In 2013, Marco Rubio gave a towering foreign policy speech designed to signal his seriousness to the world. In soaring rhetoric, he chastised his isolationist colleagues succumbing to the “false allure of protectionist policies” and touted America’s use of hard and soft power to deliver a more stable world.
“Consider the countless lives we’ve saved from the scourge of AIDS in Africa through the PEPFAR program. Or consider the economic mobility created by American trade and investment,” Rubio wrote in prepared remarks. He spoke of the country’s legacy spreading “liberty, free enterprise, and respect for human rights” around the world and warned that “a lack of American engagement comes with an even higher price” than the cost of getting involved.
“If America stops leading,” he asked, “who will fill the vacuum we leave behind?”
Anyone know what happened to that guy?
On Friday, Secretary of State Rubio told reporters that the United States would decide “in a matter of days” whether a peace deal between Russia and Ukraine is “doable.” If not, he said, “We need to move on.”
“It is not our war,” he said, according to The New York Times.
Rubio’s remarks came a day after he met with top Ukrainian and European officials, including French President Emmanuel Macron, for high-level talks about a possible peace deal. But Rubio made clear that Donald Trump’s patience for peace negotiations is waning. While campaigning for president, Trump promised he’d end the war within a day. Rubio said the president “has spent 87 days” working on a resolution. Far be it for complex geopolitical negotiations involving a centuries’ old turf war and one merciless dictator to take longer than three months.
Meanwhile, Trump has continued to rewrite history, repeatedly arguing that Ukrainian president Volodymyr Zelenskyy started the war. “You don’t start a war with someone 20 times your size and then hope people give you some missiles,” Trump said earlier this week according to Axios. In the face of the United States’ waffling and the president’s blame game, Russia, meanwhile, launched a missile attack on Kharkiv Friday morning that killed one person and wounded 82 others, including children.

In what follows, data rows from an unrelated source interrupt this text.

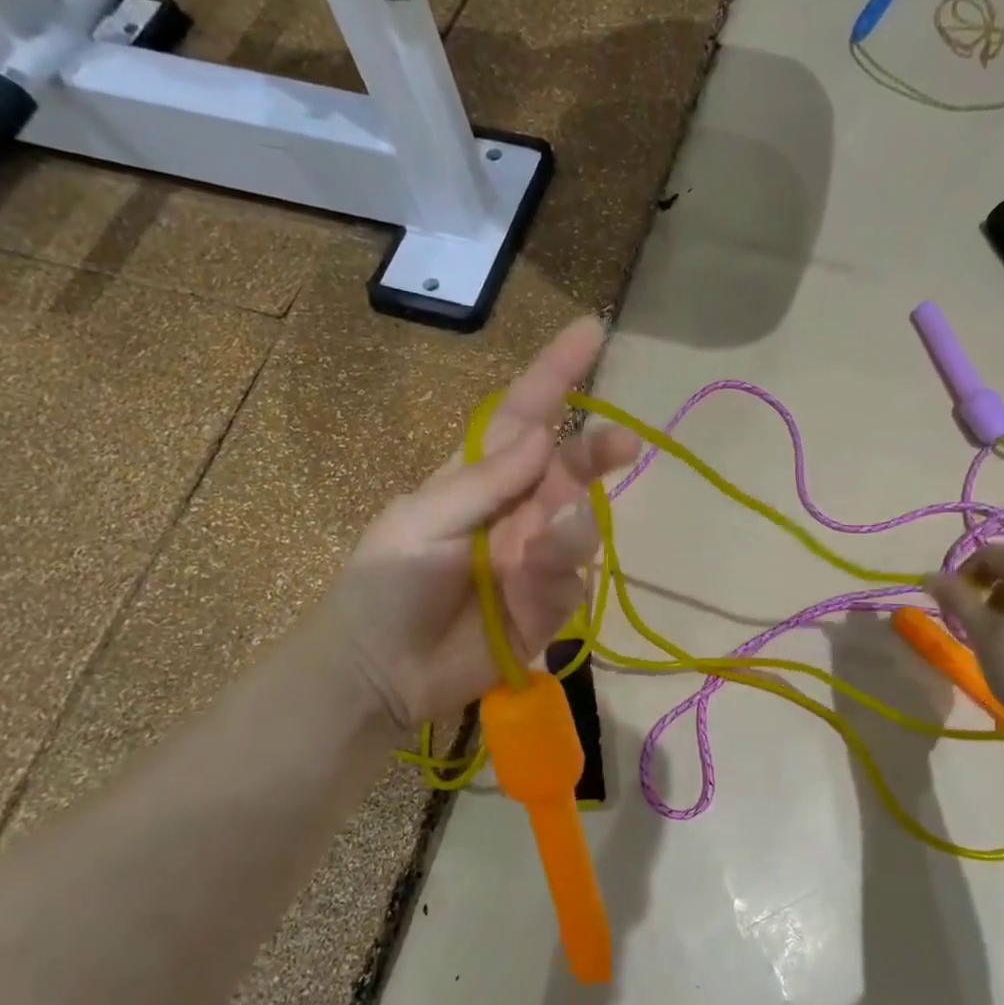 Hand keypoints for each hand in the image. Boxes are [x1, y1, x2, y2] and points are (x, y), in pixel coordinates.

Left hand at [322, 318, 640, 730]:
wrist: (378, 674)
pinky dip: (558, 580)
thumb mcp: (420, 521)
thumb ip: (482, 483)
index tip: (592, 331)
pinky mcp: (546, 606)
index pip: (524, 416)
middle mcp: (515, 511)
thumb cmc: (384, 586)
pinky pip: (572, 582)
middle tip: (625, 445)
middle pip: (568, 468)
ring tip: (538, 553)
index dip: (556, 374)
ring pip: (580, 528)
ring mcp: (534, 558)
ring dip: (570, 533)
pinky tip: (530, 591)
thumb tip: (540, 437)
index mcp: (478, 478)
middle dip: (597, 452) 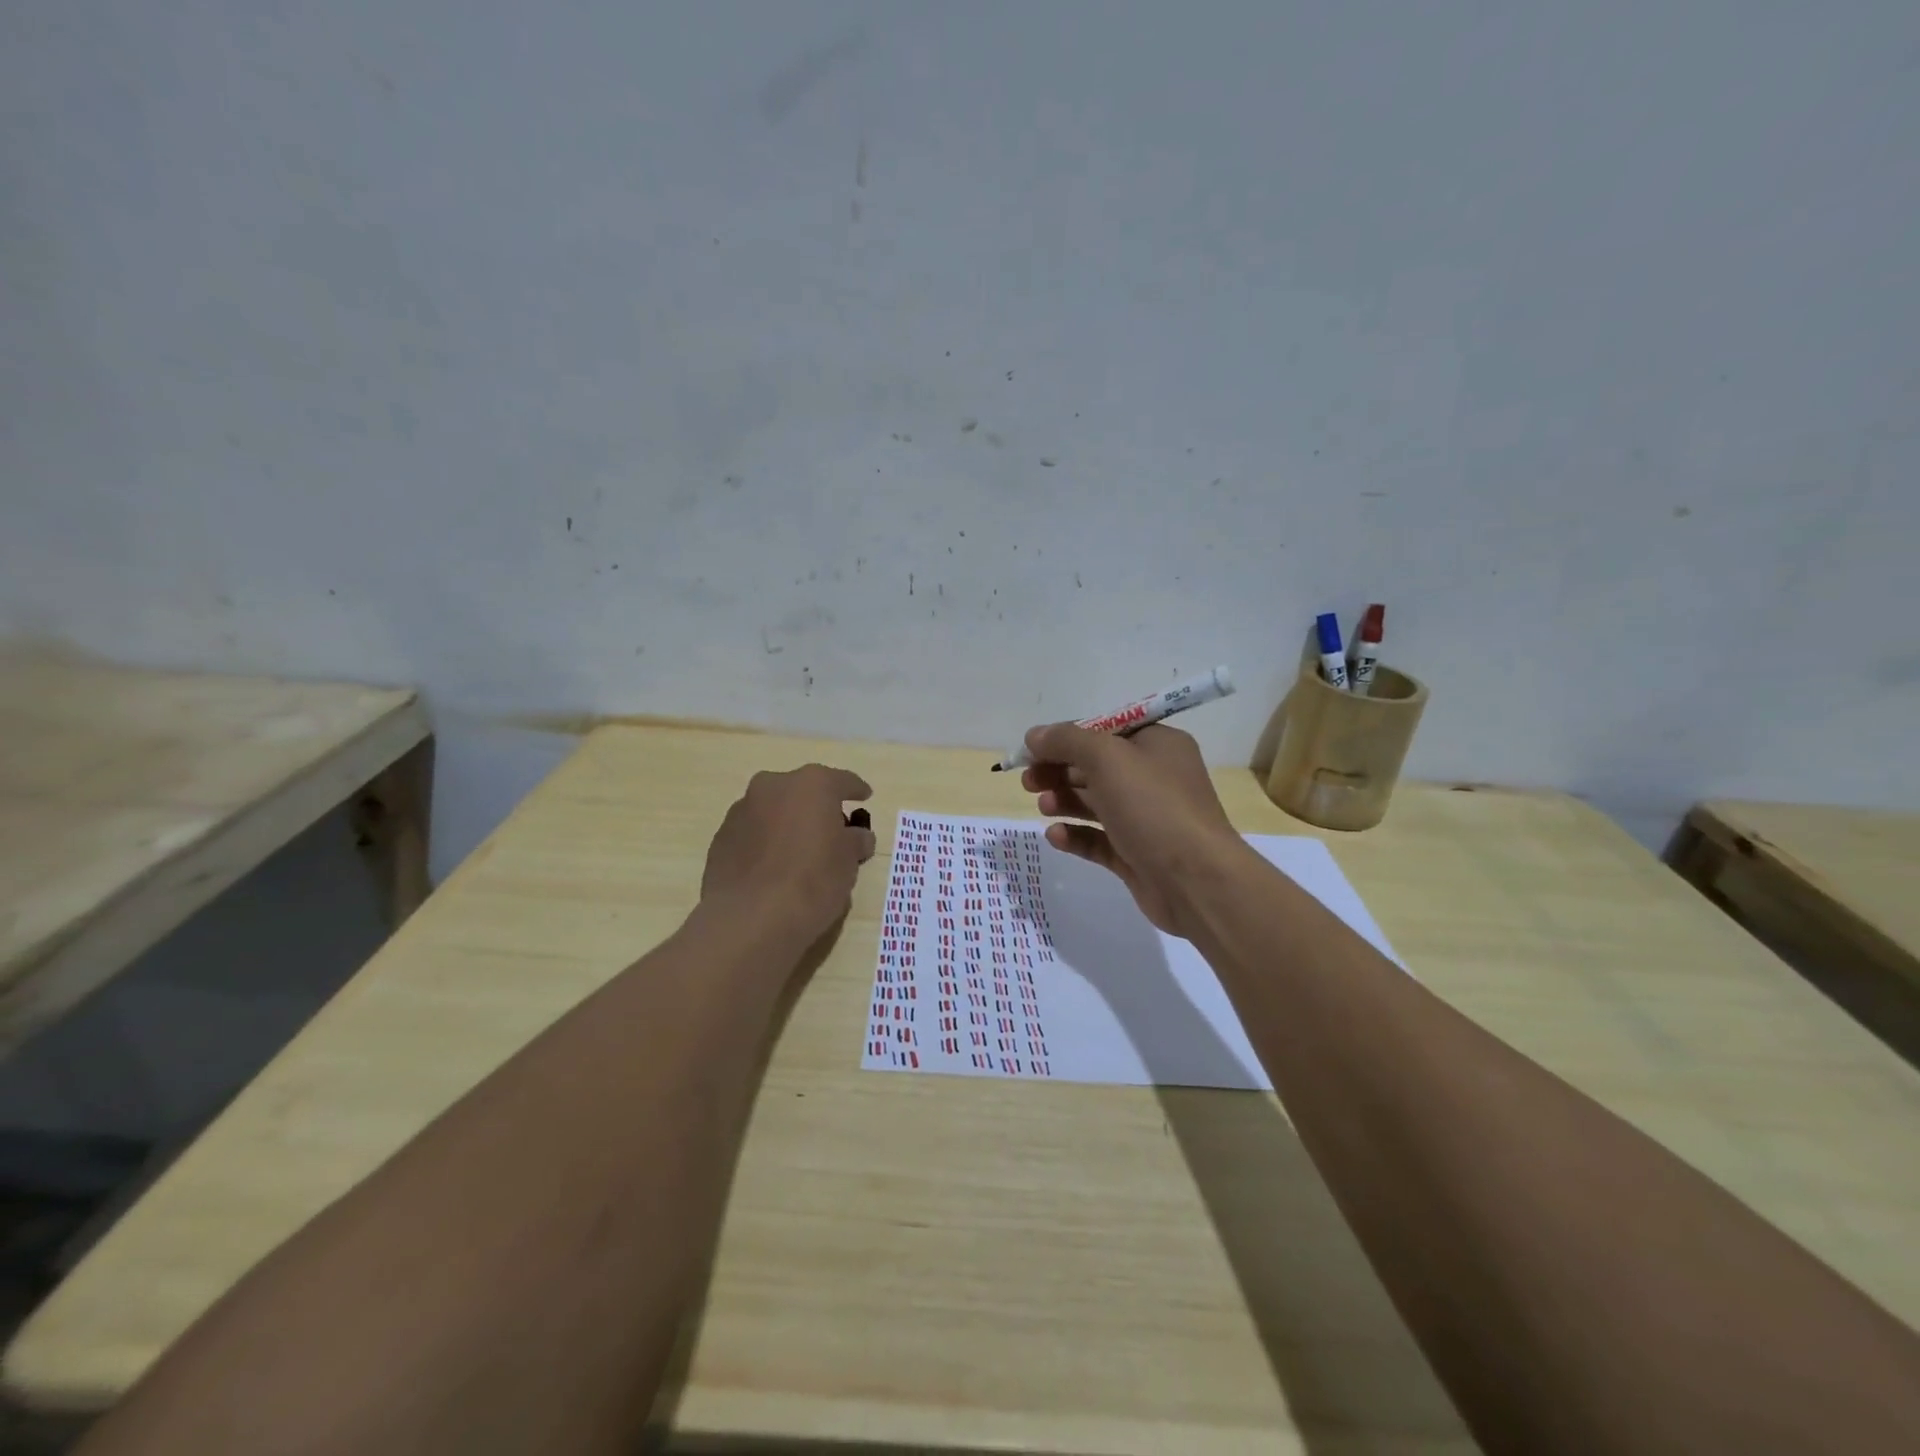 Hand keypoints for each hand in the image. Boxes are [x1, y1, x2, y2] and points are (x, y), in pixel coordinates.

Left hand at [701, 765, 876, 943]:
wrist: (751, 918)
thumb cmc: (812, 881)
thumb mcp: (849, 862)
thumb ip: (855, 841)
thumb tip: (857, 836)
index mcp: (811, 784)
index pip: (842, 781)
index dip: (856, 790)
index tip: (864, 797)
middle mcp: (773, 786)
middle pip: (803, 792)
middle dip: (817, 807)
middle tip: (831, 832)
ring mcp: (742, 810)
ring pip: (774, 810)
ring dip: (787, 824)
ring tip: (799, 854)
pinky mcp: (721, 837)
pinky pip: (753, 833)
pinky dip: (765, 843)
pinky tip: (773, 869)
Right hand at [1021, 724, 1252, 937]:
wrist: (1196, 881)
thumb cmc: (1153, 807)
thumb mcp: (1107, 758)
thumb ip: (1066, 740)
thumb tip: (1033, 735)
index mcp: (1157, 745)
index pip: (1104, 731)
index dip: (1065, 738)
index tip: (1031, 750)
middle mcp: (1154, 777)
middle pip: (1095, 766)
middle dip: (1059, 770)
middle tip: (1028, 781)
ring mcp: (1146, 819)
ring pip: (1095, 803)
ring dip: (1064, 800)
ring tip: (1042, 806)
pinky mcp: (1137, 854)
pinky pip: (1098, 839)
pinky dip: (1075, 835)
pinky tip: (1055, 836)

But Ukraine is far from the only issue on which the New Rubio has become wholly recognizable from the old one.
The same person who, in that 2013 speech, celebrated PEPFAR’s accomplishments and warned about American abandonment spilling over into humanitarian crises, has now overseen the systematic dismantling of USAID, the very agency that runs the program.
The same person who, in 2013, called for stapling green cards to foreign students’ diplomas is now defending his decision to rip them away by the hundreds.
The same person who said back then that we must “find ways to make the visa application process less burdensome for those wishing to travel and do business in the United States” argued last week that “visiting America is not an entitlement. It is a privilege.”
The same person who, in 2013, said that America must stay true to its “guiding principles of liberty and human rights” is now doubling down on the president’s supposed authority to send people who have neither been charged nor convicted of any crimes to a gulag in El Salvador.
The only explanation? He’s not the same person after all.